Thank you Janna... We didn't get the storm it didn't happen... Still hot. The heat doesn't seem to bother Indi.


----------



## Therm (Aug 2, 2015)

I love the second picture the sky looks so dramatic.


----------



## nuxi (Oct 28, 2014)

Nice photos,Lyn! I especially like the photo of the bird!


----------



## LynandIndigo (Jan 21, 2012)

Therm said:


> I love the second picture the sky looks so dramatic.


Thank you Emma... It was just on dust night fall when I got that photo.... I'm happy you liked it...



nuxi said:


> Nice photos,Lyn! I especially like the photo of the bird!


Thank you Gabby. The little bird is a Willie Wag Tail....


----------



## Kate C (Oct 15, 2007)

I can't Lyn. I just think of the one that gets on your hand as the male so I just called this one Mrs. Wagtail.


----------



## StarlingWings (Mar 15, 2013)

Lyn, those are some great pictures! Must have been a bit disappointing that there was no nice cool rain, but I hope the heat wave passes soon. Soon it'll be autumn over there, not to worry  

I love the sky pictures, the way those storm clouds are gathered is beautiful! That Willie Wagtail is beautiful, how sweet your little friend's mate came to visit


----------



## aluz (Jul 24, 2011)

Great pictures, Lyn! It's really nice to see the Willie wagtail's mate, maybe next time you will manage to take a photo of your wagtail friend.


----------



## LynandIndigo (Jan 21, 2012)

Some more storm pictures.









The Skink is getting friendly


----------



## LynandIndigo (Jan 21, 2012)

aluz said:


> Great pictures, Lyn! It's really nice to see the Willie wagtail's mate, maybe next time you will manage to take a photo of your wagtail friend.

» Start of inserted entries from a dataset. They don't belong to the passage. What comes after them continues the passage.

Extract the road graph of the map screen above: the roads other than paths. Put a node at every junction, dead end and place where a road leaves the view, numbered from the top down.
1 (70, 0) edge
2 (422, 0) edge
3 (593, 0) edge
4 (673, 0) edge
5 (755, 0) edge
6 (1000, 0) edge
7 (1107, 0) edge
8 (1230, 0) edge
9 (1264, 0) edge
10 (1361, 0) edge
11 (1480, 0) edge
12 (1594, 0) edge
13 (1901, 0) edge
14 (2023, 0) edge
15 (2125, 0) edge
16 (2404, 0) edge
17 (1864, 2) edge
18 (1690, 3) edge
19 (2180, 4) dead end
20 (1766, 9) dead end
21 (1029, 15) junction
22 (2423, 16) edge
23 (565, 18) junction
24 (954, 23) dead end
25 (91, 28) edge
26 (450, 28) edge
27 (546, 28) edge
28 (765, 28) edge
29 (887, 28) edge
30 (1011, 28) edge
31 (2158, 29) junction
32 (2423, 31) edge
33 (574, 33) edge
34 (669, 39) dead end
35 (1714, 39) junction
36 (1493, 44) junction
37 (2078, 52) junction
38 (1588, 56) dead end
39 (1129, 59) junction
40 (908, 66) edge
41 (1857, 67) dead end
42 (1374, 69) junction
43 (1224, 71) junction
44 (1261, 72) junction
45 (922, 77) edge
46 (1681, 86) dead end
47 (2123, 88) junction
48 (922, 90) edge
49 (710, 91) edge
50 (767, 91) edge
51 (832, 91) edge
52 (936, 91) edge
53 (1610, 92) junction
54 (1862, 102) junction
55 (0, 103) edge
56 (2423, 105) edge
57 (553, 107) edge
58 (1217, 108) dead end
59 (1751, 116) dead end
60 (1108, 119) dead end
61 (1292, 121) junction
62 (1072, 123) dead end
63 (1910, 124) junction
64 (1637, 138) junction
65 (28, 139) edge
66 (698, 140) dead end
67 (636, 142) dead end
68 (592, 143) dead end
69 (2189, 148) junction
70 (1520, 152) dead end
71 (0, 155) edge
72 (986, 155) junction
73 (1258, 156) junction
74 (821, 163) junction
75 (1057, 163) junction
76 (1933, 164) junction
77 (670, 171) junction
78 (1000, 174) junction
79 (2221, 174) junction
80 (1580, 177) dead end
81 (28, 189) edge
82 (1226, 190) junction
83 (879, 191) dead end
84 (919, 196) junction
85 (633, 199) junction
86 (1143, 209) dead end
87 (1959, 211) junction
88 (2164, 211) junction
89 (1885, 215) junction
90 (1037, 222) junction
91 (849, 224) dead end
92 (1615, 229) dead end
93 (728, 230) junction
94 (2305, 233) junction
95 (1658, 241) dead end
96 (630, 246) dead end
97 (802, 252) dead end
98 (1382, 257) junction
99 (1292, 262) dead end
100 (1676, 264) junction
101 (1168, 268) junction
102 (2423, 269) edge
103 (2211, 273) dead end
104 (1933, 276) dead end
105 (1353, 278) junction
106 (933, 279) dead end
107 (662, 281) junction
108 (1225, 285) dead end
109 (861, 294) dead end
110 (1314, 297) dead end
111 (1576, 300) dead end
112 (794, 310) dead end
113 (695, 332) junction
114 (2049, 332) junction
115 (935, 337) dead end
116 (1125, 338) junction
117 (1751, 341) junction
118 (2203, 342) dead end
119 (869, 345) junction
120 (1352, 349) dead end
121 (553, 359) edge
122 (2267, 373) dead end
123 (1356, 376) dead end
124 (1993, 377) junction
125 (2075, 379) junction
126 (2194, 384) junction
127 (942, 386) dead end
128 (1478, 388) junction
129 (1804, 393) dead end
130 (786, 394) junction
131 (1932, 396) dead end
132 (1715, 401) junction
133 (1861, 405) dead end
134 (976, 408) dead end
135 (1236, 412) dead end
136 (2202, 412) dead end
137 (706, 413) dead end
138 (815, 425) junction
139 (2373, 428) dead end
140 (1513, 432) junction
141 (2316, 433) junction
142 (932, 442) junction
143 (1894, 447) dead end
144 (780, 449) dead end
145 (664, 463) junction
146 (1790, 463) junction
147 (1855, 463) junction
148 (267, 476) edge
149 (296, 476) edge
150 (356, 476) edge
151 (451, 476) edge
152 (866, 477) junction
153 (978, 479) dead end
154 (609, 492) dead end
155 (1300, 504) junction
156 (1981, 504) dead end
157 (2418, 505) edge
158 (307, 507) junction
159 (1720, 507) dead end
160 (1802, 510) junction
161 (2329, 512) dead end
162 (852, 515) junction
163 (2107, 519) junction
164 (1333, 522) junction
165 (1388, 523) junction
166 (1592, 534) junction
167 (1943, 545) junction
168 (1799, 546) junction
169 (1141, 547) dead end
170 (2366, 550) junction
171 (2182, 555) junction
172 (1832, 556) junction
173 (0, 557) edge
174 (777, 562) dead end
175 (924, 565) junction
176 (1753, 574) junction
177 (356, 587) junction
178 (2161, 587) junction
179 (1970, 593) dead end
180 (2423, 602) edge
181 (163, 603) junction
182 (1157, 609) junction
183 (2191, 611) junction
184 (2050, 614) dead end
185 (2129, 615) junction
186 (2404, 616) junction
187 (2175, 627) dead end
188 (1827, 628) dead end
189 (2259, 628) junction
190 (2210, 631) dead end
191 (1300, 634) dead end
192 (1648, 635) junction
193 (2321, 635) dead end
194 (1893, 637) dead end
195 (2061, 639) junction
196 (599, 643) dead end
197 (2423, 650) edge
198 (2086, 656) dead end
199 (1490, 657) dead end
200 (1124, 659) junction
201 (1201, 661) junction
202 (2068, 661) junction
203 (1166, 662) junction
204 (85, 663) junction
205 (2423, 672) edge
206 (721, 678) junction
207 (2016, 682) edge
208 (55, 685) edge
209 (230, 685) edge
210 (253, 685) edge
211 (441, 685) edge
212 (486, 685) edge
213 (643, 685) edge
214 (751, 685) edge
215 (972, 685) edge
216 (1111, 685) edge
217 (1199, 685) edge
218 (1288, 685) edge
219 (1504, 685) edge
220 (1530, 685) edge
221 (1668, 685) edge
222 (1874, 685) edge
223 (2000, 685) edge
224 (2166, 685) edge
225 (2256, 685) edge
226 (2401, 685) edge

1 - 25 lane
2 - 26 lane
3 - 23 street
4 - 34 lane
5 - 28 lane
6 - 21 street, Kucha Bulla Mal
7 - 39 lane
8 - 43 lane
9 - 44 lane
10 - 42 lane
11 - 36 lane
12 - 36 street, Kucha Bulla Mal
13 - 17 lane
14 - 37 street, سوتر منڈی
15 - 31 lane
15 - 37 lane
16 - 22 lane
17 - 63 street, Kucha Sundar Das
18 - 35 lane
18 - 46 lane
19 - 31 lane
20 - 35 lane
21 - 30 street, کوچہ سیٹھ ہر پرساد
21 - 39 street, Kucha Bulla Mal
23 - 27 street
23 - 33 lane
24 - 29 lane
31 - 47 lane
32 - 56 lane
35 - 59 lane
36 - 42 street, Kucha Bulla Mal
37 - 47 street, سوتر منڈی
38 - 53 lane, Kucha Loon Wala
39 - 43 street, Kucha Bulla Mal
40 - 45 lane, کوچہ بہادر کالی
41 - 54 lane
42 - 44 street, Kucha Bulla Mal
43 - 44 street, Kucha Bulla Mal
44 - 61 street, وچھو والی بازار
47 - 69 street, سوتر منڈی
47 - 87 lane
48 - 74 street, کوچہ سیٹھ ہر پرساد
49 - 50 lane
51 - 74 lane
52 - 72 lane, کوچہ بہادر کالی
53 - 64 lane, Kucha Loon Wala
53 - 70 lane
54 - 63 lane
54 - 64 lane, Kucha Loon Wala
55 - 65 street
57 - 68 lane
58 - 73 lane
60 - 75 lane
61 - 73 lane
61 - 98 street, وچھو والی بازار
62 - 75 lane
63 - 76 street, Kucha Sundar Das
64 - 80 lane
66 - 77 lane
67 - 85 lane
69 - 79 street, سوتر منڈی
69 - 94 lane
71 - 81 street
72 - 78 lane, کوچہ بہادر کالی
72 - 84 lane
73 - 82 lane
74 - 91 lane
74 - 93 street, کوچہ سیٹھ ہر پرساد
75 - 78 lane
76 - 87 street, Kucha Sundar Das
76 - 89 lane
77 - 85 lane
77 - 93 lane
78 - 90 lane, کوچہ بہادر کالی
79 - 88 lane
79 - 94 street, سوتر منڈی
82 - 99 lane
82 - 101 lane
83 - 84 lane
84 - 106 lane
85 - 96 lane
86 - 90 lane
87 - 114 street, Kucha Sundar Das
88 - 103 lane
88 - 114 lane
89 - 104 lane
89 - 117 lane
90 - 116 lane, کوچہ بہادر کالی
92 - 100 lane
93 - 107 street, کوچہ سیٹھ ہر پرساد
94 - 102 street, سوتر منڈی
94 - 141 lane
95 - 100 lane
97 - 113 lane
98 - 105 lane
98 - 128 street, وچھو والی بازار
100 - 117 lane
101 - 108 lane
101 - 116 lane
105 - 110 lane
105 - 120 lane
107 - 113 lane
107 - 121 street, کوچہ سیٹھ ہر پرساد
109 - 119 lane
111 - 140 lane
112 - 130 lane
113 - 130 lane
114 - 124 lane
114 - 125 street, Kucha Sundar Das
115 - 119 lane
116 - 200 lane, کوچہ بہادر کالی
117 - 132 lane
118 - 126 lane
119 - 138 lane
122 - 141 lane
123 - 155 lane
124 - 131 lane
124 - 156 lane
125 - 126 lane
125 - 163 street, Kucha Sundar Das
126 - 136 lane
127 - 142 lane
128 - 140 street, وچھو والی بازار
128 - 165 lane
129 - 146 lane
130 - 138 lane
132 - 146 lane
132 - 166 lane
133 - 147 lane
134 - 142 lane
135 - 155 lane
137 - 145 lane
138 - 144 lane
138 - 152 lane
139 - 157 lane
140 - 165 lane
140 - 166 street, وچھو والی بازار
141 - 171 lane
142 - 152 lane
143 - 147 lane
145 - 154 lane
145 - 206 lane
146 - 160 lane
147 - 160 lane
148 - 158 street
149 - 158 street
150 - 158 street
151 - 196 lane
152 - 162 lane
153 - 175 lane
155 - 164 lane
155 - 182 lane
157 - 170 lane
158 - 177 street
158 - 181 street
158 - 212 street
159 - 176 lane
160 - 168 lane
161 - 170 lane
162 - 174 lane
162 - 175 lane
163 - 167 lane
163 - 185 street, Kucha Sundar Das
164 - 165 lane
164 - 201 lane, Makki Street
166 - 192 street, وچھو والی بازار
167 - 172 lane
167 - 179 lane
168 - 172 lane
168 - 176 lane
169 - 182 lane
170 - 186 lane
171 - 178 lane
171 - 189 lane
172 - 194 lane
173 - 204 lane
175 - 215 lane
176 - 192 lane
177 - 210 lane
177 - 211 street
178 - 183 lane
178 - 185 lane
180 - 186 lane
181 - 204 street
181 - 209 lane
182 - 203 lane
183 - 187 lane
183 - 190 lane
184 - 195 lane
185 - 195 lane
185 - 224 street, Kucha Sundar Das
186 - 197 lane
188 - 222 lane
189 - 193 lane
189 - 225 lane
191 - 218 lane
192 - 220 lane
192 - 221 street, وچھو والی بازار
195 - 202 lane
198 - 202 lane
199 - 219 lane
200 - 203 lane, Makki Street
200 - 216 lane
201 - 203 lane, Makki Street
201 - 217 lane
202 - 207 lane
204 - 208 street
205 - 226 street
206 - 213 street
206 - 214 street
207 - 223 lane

Ill Try to get another photo of both willie wag tail's together but it is hard to they are quick.


----------



## aluz (Jul 24, 2011)

I hope you will get some cooler weather soon, Lyn.
It would be great if you got a picture of your two Willie wagtail visitors! 

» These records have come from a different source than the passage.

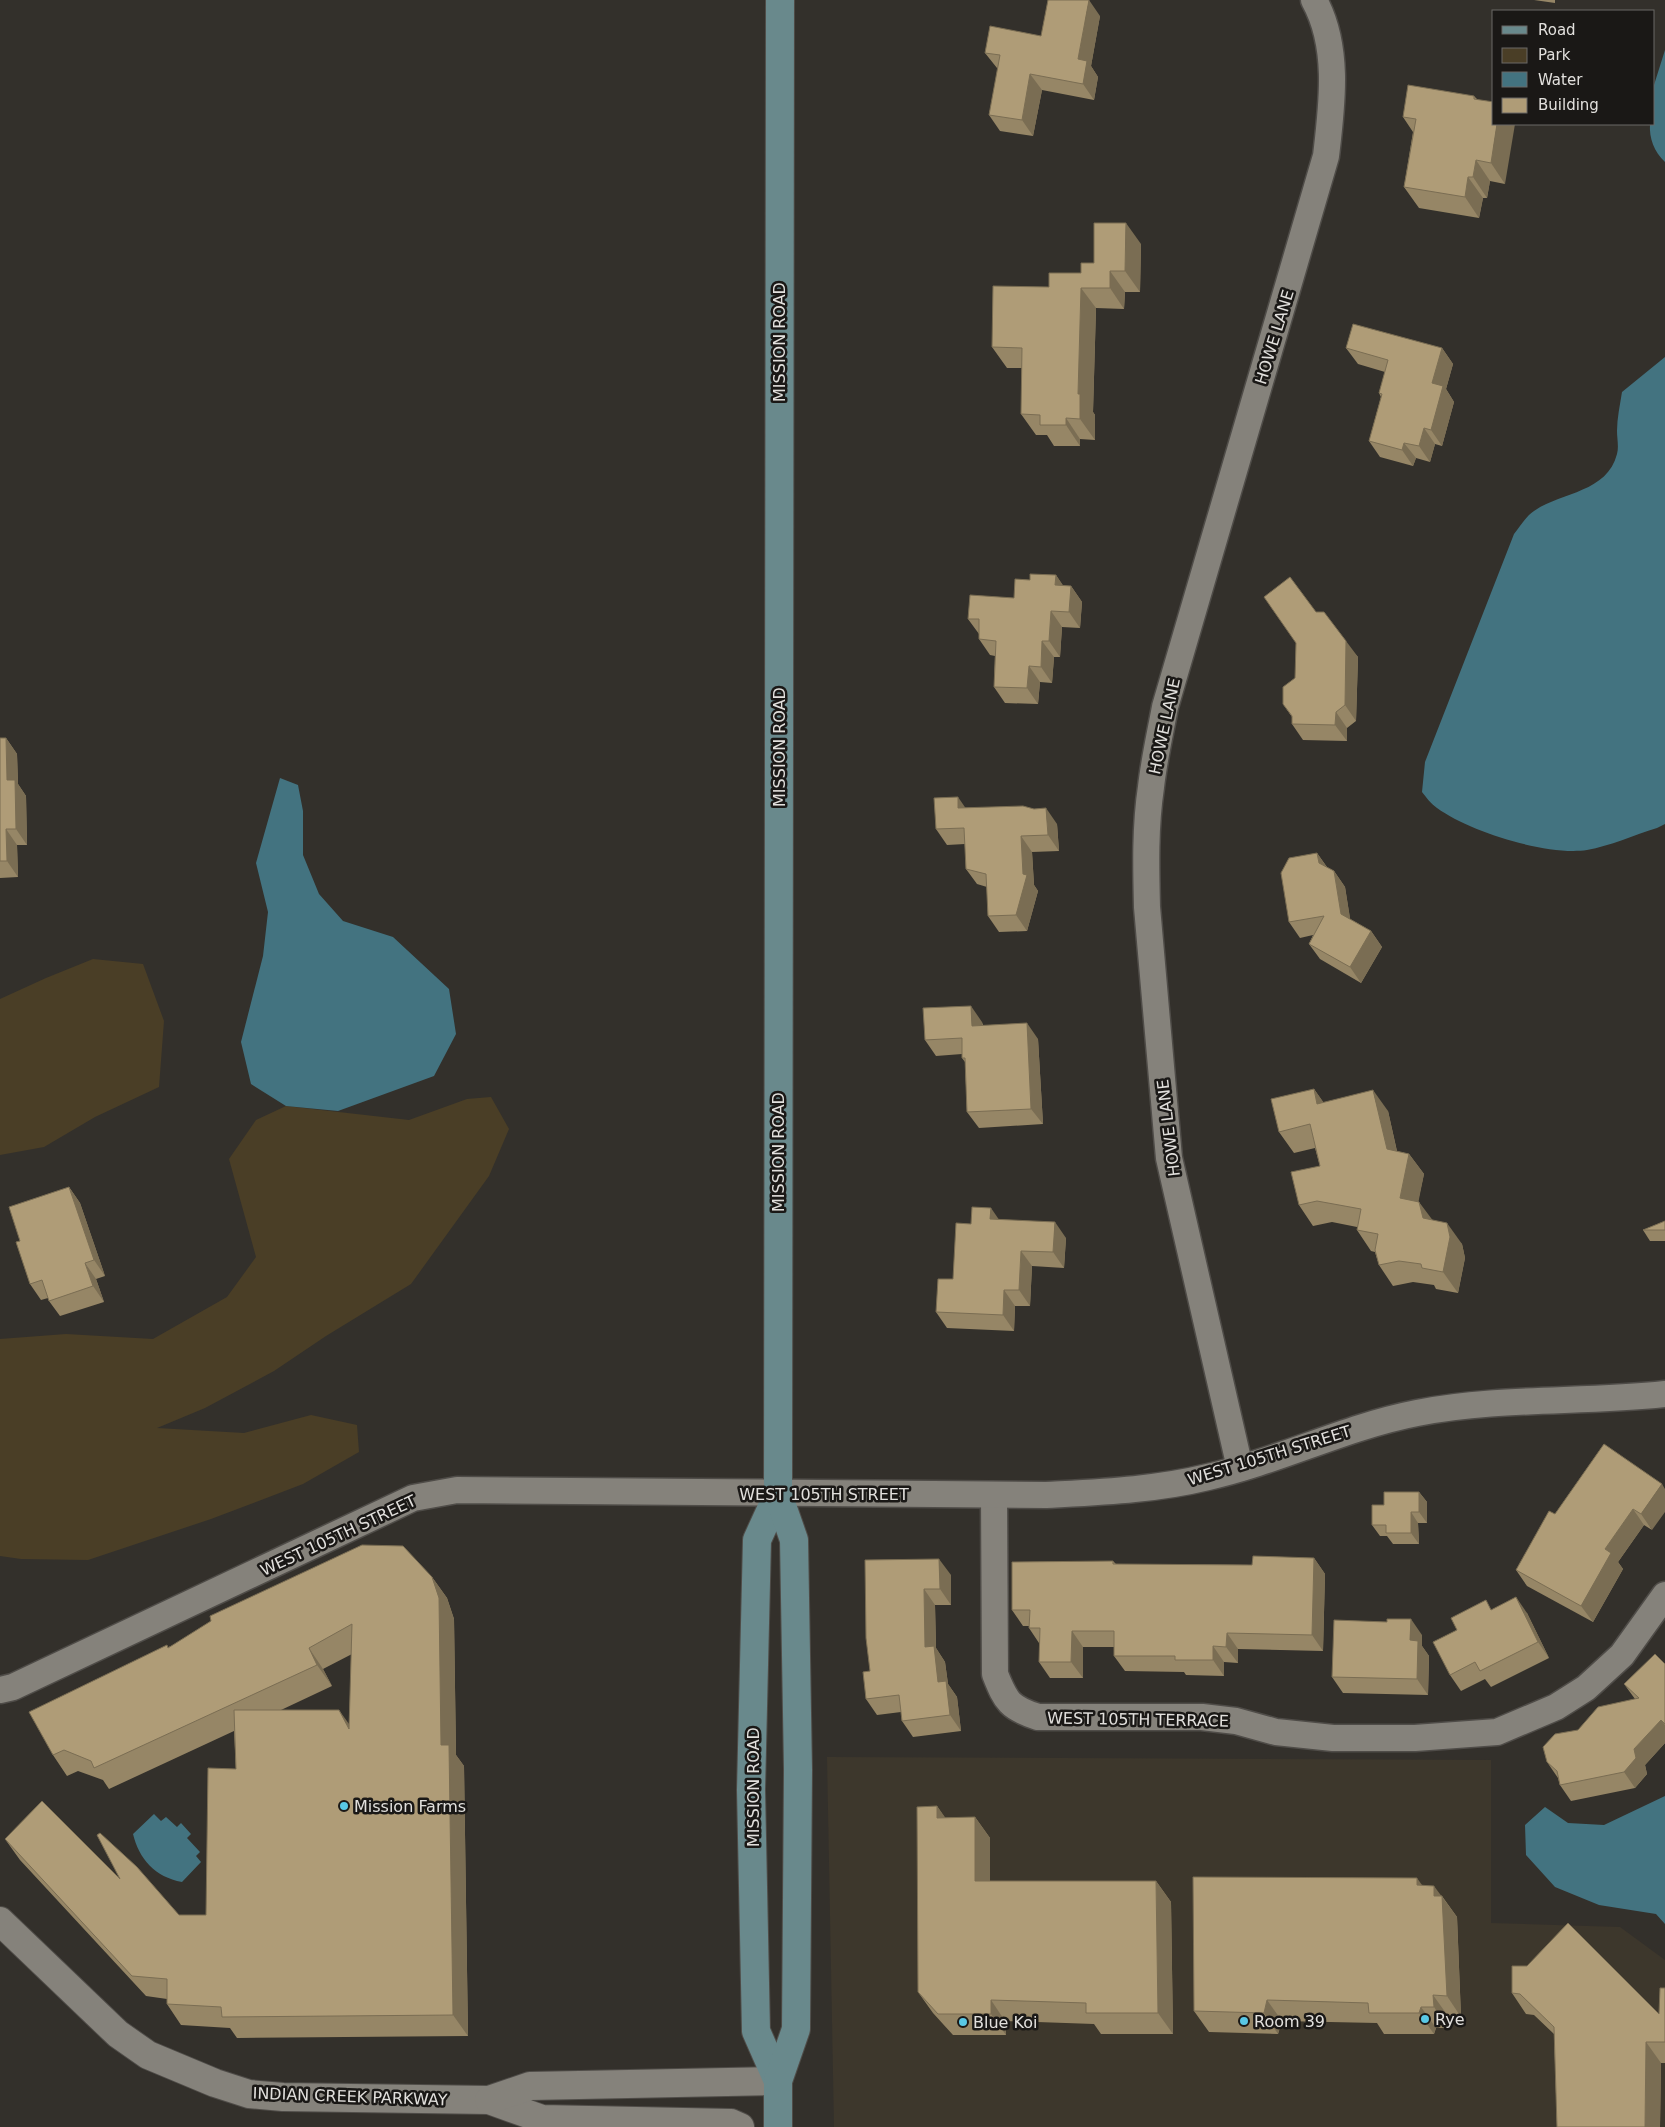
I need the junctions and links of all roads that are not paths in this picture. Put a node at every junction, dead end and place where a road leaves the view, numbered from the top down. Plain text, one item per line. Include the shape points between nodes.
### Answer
1 (780, 0) edge
2 (1314, 0) edge
3 (1665, 1394) edge
4 (1240, 1468) junction
5 (778, 1494) junction
6 (994, 1495) junction
7 (1665, 1595) edge
8 (4, 1695) edge
9 (0, 1921) edge
10 (778, 2081) junction
11 (489, 2100) junction
12 (740, 2127) edge
13 (778, 2127) edge

1 - 5 main road, MISSION ROAD
2 - 4 street, HOWE LANE via 1329,47 1332,90 1326,156 1165,707 1148,823 1148,907 1168,1158
3 - 4 street, WEST 105TH STREET via 1468,1404 1415,1413 1354,1429
4 - 6 street, WEST 105TH STREET via 1208,1477 1127,1490
5 - 6 street, WEST 105TH STREET
5 - 8 street, WEST 105TH STREET via 457,1490 413,1498
5 - 10 main road, MISSION ROAD via 794,1540 798,1770 796,2029
5 - 10 main road, MISSION ROAD via 756,1540 752,1790 756,2031
6 - 7 street, WEST 105TH TERRACE via 995,1674 1003,1694 1018,1710 1038,1717 1202,1717 1236,1721 1276,1732 1333,1738 1415,1738 1498,1732 1556,1707 1586,1688 1622,1655
9 - 11 street, INDIAN CREEK PARKWAY via 118,2034 148,2055 215,2083 249,2094 283,2097
10 - 11 street, INDIAN CREEK PARKWAY via 530,2086
10 - 13 main road, MISSION ROAD
11 - 12 street, INDIAN CREEK PARKWAY via 542,2119 731,2123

The skink seems to be very well fed! The ones we have here in my country are usually skinnier (even the pregnant ones), they are likely of a different sub-species.


----------



## StarlingWings (Mar 15, 2013)

Wow, I love the new pictures! The second storm picture is especially impressive--I love the way the palm trees are silhouetted against the sky


----------



## LynandIndigo (Jan 21, 2012)

I have some more photo's to add tomorrow.


----------



## StarlingWings (Mar 15, 2013)

Can't wait to see them!


----------